[[ Available data, beginning ]]

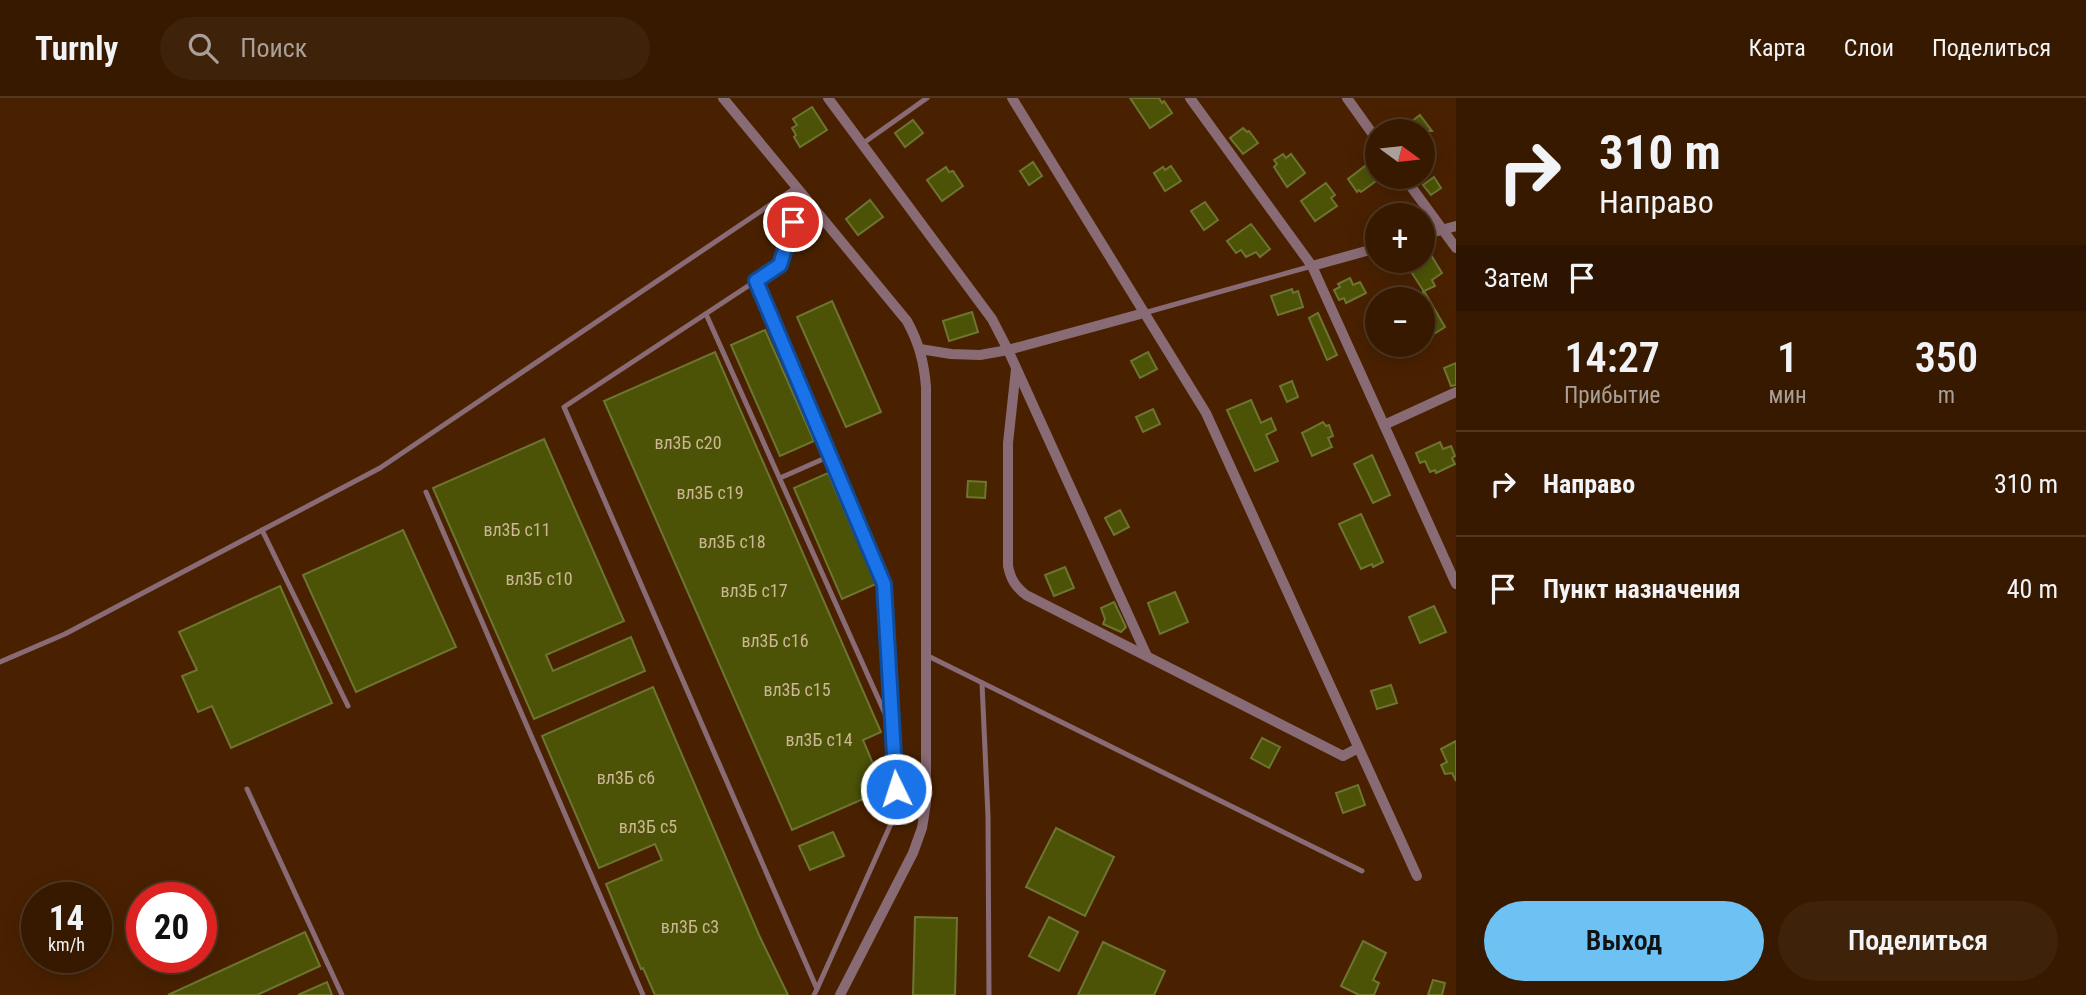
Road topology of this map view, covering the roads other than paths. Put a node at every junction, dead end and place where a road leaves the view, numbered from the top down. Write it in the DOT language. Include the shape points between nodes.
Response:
graph roads {
  1 [pos="723,98"];
  2 [pos="828,98"];
  3 [pos="927,98"];
  4 [pos="1012,98"];
  5 [pos="1190,98"];
  6 [pos="1347,98"];
  7 [pos="1365,123"];
  8 [pos="862,144"];
  9 [pos="795,188"];
  10 [pos="1413,189"];
  11 [pos="1456,226"];
  12 [pos="1443,230"];
  13 [pos="1435,232"];
  14 [pos="1456,248"];
  15 [pos="1365,251"];
  16 [pos="1312,266"];
  17 [pos="756,281"];
  18 [pos="1144,313"];
  19 [pos="706,314"];
  20 [pos="920,349"];
  21 [pos="1007,350"];
  22 [pos="1016,368"];
  23 [pos="1456,392"];
  24 [pos="1384,425"];
  25 [pos="830,456"];
  26 [pos="780,478"];
  27 [pos="426,492"];
  28 [pos="262,530"];
  29 [pos="1452,565"];
  30 [pos="1456,584"];
  31 [pos="926,655"];
  32 [pos="1147,656"];
  33 [pos="0,662"];
  34 [pos="982,682"];
  35 [pos="348,706"];
  36 [pos="891,727"];
  37 [pos="1358,748"];
  38 [pos="247,789"];
  39 [pos="1362,871"];
  40 [pos="1416,876"];
  41 [pos="816,992"];
  42 [pos="342,995"];
  43 [pos="643,995"];
  44 [pos="840,995"];
  45 [pos="989,995"];
  1 -- 9 [label="street"];
  2 -- 8 [label="street"];
  3 -- 8 [label="lane"];
  4 -- 18 [label="street"];
  5 -- 16 [label="street"];
  6 -- 7 [label="street"];
  8 -- 21 [label="street" via="992,319"];
  9 -- 17 [label="lane" via="793,222 780,265"];
  9 -- 20 [label="street" via="907,321"];
  9 -- 28 [label="lane" via="380,468"];
  10 -- 12 [label="street"];
  11 -- 12 [label="street"];
  12 -- 13 [label="street"];
  12 -- 14 [label="street"];
  15 -- 16 [label="street"];
  16 -- 18 [label="lane"];
  16 -- 24 [label="street"];
  17 -- 19 [label="lane"];
  17 -- 25 [label="lane"];
  18 -- 21 [label="street"];
  18 -- 37 [label="street" via="1206,413"];
  19 -- 26 [label="lane"];
  19 -- 41 [label="lane" via="564,407"];
  20 -- 21 [label="street" via="980,355"];
  20 -- 31 [label="street" via="926,387"];
  21 -- 22 [label="street"];
  22 -- 32 [label="street"];
  22 -- 32 [label="street" via="1009,443 1010,577 1026,595"];
  23 -- 24 [label="street"];
  24 -- 29 [label="street"];
  25 -- 26 [label="lane"];
  25 -- 36 [label="lane" via="884,584"];
  26 -- 36 [label="lane"];
  27 -- 43 [label="lane"];
  28 -- 33 [label="lane" via="65,634"];
  28 -- 35 [label="lane"];
  29 -- 30 [label="street"];
  31 -- 34 [label="lane"];
  31 -- 44 [label="street" via="922,828"];
  32 -- 37 [label="street" via="1343,756"];
  34 -- 39 [label="lane"];
  34 -- 45 [label="lane"];
  36 -- 41 [label="lane" via="896,789 890,825"];
  37 -- 40 [label="street"];
  38 -- 42 [label="lane"];
}
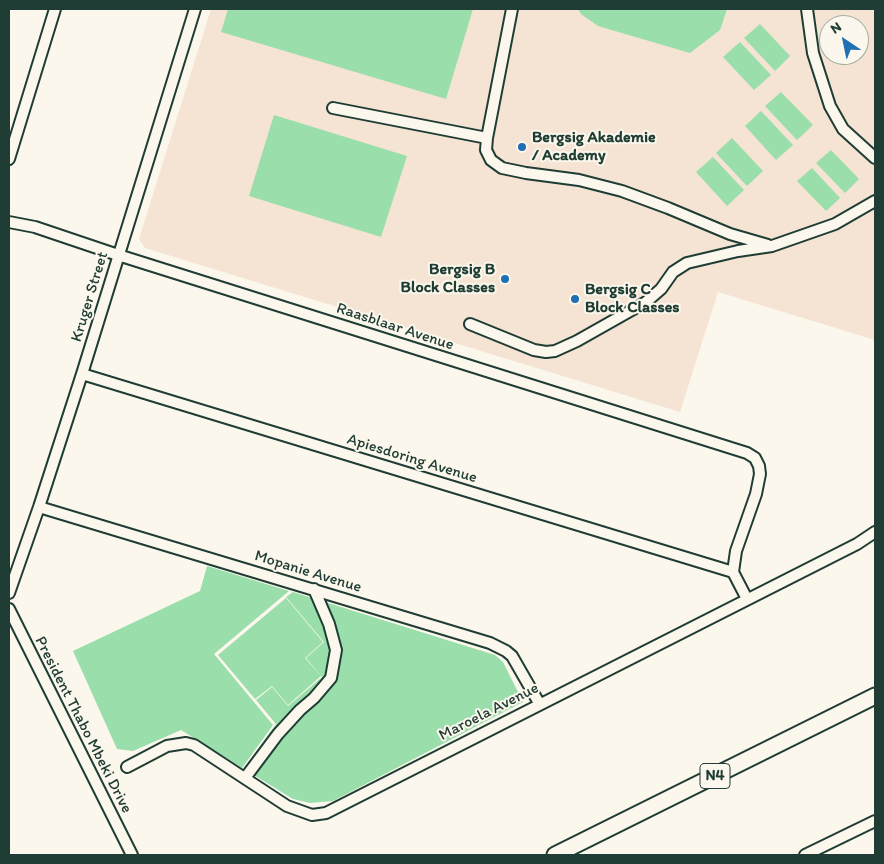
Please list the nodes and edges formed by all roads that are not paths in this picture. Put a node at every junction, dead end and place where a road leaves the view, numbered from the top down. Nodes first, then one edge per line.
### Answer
1 (55, 9) edge
2 (195, 9) edge
3 (512, 9) edge
4 (807, 9) edge
5 (333, 108) dead end
6 (487, 138) junction
7 (875, 158) edge
8 (9, 159) edge
9 (875, 201) edge
10 (9, 222) edge
11 (772, 246) junction
12 (118, 255) junction
13 (470, 324) dead end
14 (82, 374) junction
15 (39, 507) junction
16 (875, 532) edge
17 (733, 572) junction
18 (314, 589) junction
19 (9, 593) edge
20 (747, 598) junction
21 (9, 609) edge
22 (875, 696) edge
23 (540, 703) junction
24 (127, 767) dead end
25 (245, 778) junction
26 (875, 821) edge
27 (132, 855) edge
28 (555, 855) edge
29 (805, 855) edge

1 - 8 street
2 - 12 street, Kruger Street
3 - 6 street
4 - 7 street
5 - 6 street
6 - 11 street
9 - 11 street
10 - 12 street, Raasblaar Avenue
11 - 13 street
12 - 14 street, Kruger Street
12 - 17 street, Raasblaar Avenue
14 - 15 street, Kruger Street
14 - 17 street, Apiesdoring Avenue
15 - 18 street, Mopanie Avenue
15 - 19 street, Kruger Street
16 - 20 street, Maroela Avenue
17 - 20 street
18 - 23 street, Mopanie Avenue
18 - 25 street
20 - 23 street, Maroela Avenue
21 - 27 street, President Thabo Mbeki Drive
22 - 28 highway, N4
23 - 25 street, Maroela Avenue
24 - 25 street, Maroela Avenue
26 - 29 street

[[ Available data, end ]]

#### Instructions to follow:
Copy out the entries verbatim and leave the images out.

#### Answer to this problem:
Road topology of this map view, covering the roads other than paths. Put a node at every junction, dead end and place where a road leaves the view, numbered from the top down. Write it in the DOT language. Include the shape points between nodes.
Response:
graph roads {
  1 [pos="723,98"];
  2 [pos="828,98"];
  3 [pos="927,98"];
  4 [pos="1012,98"];
  5 [pos="1190,98"];
  6 [pos="1347,98"];
  7 [pos="1365,123"];
  8 [pos="862,144"];
  9 [pos="795,188"];
  10 [pos="1413,189"];
  11 [pos="1456,226"];
  12 [pos="1443,230"];
  13 [pos="1435,232"];
  14 [pos="1456,248"];
  15 [pos="1365,251"];
  16 [pos="1312,266"];
  17 [pos="756,281"];
  18 [pos="1144,313"];
  19 [pos="706,314"];
  20 [pos="920,349"];
  21 [pos="1007,350"];
  22 [pos="1016,368"];
  23 [pos="1456,392"];
  24 [pos="1384,425"];
  25 [pos="830,456"];
  26 [pos="780,478"];
  27 [pos="426,492"];
  28 [pos="262,530"];
  29 [pos="1452,565"];
  30 [pos="1456,584"];
  31 [pos="926,655"];
  32 [pos="1147,656"];
  33 [pos="0,662"];
  34 [pos="982,682"];
  35 [pos="348,706"];
  36 [pos="891,727"];
  37 [pos="1358,748"];
  38 [pos="247,789"];
  39 [pos="1362,871"];
  40 [pos="1416,876"];
  41 [pos="816,992"];
  42 [pos="342,995"];
  43 [pos="643,995"];
  44 [pos="840,995"];
  45 [pos="989,995"];
  1 -- 9 [label="street"];
  2 -- 8 [label="street"];
  3 -- 8 [label="lane"];
  4 -- 18 [label="street"];
  5 -- 16 [label="street"];
  6 -- 7 [label="street"];
  8 -- 21 [label="street" via="992,319"];
  9 -- 17 [label="lane" via="793,222 780,265"];
  9 -- 20 [label="street" via="907,321"];
  9 -- 28 [label="lane" via="380,468"];
  10 -- 12 [label="street"];
  11 -- 12 [label="street"];
  12 -- 13 [label="street"];
  12 -- 14 [label="street"];
  15 -- 16 [label="street"];
  16 -- 18 [label="lane"];
  16 -- 24 [label="street"];
  17 -- 19 [label="lane"];
  17 -- 25 [label="lane"];
  18 -- 21 [label="street"];
  18 -- 37 [label="street" via="1206,413"];
  19 -- 26 [label="lane"];
  19 -- 41 [label="lane" via="564,407"];
  20 -- 21 [label="street" via="980,355"];
  20 -- 31 [label="street" via="926,387"];
  21 -- 22 [label="street"];
  22 -- 32 [label="street"];
  22 -- 32 [label="street" via="1009,443 1010,577 1026,595"];
  23 -- 24 [label="street"];
  24 -- 29 [label="street"];
  25 -- 26 [label="lane"];
  25 -- 36 [label="lane" via="884,584"];
  26 -- 36 [label="lane"];
  27 -- 43 [label="lane"];
  28 -- 33 [label="lane" via="65,634"];
  28 -- 35 [label="lane"];
  29 -- 30 [label="street"];
  31 -- 34 [label="lane"];
  31 -- 44 [label="street" via="922,828"];
  32 -- 37 [label="street" via="1343,756"];
  34 -- 39 [label="lane"];
  34 -- 45 [label="lane"];
  36 -- 41 [label="lane" via="896,789 890,825"];
  37 -- 40 [label="street"];
  38 -- 42 [label="lane"];
}
Please list the nodes and edges formed by all roads that are not paths in this picture. Put a node at every junction, dead end and place where a road leaves the view, numbered from the top down. Nodes first, then one edge per line.
### Answer
1 (55, 9) edge
2 (195, 9) edge
3 (512, 9) edge
4 (807, 9) edge
5 (333, 108) dead end
6 (487, 138) junction
7 (875, 158) edge
8 (9, 159) edge
9 (875, 201) edge
10 (9, 222) edge
11 (772, 246) junction
12 (118, 255) junction
13 (470, 324) dead end
14 (82, 374) junction
15 (39, 507) junction
16 (875, 532) edge
17 (733, 572) junction
18 (314, 589) junction
19 (9, 593) edge
20 (747, 598) junction
21 (9, 609) edge
22 (875, 696) edge
23 (540, 703) junction
24 (127, 767) dead end
25 (245, 778) junction
26 (875, 821) edge
27 (132, 855) edge
28 (555, 855) edge
29 (805, 855) edge

1 - 8 street
2 - 12 street, Kruger Street
3 - 6 street
4 - 7 street
5 - 6 street
6 - 11 street
9 - 11 street
10 - 12 street, Raasblaar Avenue
11 - 13 street
12 - 14 street, Kruger Street
12 - 17 street, Raasblaar Avenue
14 - 15 street, Kruger Street
14 - 17 street, Apiesdoring Avenue
15 - 18 street, Mopanie Avenue
15 - 19 street, Kruger Street
16 - 20 street, Maroela Avenue
17 - 20 street
18 - 23 street, Mopanie Avenue
18 - 25 street
20 - 23 street, Maroela Avenue
21 - 27 street, President Thabo Mbeki Drive
22 - 28 highway, N4
23 - 25 street, Maroela Avenue
24 - 25 street, Maroela Avenue
26 - 29 street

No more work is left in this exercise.